= Given records =

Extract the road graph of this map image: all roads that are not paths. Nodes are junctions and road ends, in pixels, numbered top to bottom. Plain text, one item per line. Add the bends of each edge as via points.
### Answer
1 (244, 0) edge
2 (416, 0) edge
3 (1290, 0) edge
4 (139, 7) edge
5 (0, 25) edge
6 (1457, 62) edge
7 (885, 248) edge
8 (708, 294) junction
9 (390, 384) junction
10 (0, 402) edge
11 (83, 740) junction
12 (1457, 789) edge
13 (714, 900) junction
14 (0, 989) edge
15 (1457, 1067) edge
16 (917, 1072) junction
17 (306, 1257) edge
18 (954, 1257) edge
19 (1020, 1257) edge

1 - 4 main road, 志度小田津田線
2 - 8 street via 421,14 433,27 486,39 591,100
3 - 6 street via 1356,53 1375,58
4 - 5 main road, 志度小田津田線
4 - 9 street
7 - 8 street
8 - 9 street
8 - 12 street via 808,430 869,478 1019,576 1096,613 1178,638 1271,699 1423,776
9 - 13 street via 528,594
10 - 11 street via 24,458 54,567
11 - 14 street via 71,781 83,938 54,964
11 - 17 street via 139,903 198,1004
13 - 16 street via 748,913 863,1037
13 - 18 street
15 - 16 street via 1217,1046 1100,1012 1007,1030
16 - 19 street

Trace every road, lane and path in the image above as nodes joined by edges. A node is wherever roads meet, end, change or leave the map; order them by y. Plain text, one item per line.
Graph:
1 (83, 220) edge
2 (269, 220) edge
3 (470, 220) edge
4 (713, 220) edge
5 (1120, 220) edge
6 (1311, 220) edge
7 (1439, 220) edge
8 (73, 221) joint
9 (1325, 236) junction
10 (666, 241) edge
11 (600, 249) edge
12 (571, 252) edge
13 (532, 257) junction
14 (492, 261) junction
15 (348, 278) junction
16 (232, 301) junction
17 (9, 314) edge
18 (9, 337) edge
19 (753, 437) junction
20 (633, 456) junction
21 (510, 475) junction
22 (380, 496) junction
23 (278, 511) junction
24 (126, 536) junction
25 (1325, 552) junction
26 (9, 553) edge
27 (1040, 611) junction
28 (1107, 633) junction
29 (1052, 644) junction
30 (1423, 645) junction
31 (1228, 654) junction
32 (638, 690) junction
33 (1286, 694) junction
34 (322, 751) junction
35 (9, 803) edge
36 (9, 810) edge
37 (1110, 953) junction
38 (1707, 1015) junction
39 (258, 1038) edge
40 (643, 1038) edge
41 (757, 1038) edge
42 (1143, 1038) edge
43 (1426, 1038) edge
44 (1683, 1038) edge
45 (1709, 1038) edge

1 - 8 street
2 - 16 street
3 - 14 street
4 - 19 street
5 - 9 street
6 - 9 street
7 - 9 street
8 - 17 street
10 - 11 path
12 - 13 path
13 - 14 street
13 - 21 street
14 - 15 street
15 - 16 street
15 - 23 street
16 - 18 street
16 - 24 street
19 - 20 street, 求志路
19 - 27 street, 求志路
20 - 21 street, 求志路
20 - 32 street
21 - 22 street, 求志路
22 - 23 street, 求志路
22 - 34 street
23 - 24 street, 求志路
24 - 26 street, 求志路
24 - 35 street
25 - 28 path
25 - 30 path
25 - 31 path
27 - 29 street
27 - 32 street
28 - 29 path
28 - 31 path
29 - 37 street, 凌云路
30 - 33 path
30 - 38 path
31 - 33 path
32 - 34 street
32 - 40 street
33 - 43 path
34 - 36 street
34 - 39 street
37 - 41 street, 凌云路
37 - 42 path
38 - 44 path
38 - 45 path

= To do =
Your task is to copy each line of the material that contains the word "road".

= Solution for this problem =
Extract the road graph of this map image: all roads that are not paths. Nodes are junctions and road ends, in pixels, numbered top to bottom. Plain text, one item per line. Add the bends of each edge as via points.
1 - 4 main road, 志度小田津田線
4 - 5 main road, 志度小田津田線
Trace every road, lane and path in the image above as nodes joined by edges. A node is wherever roads meet, end, change or leave the map; order them by y. Plain text, one item per line.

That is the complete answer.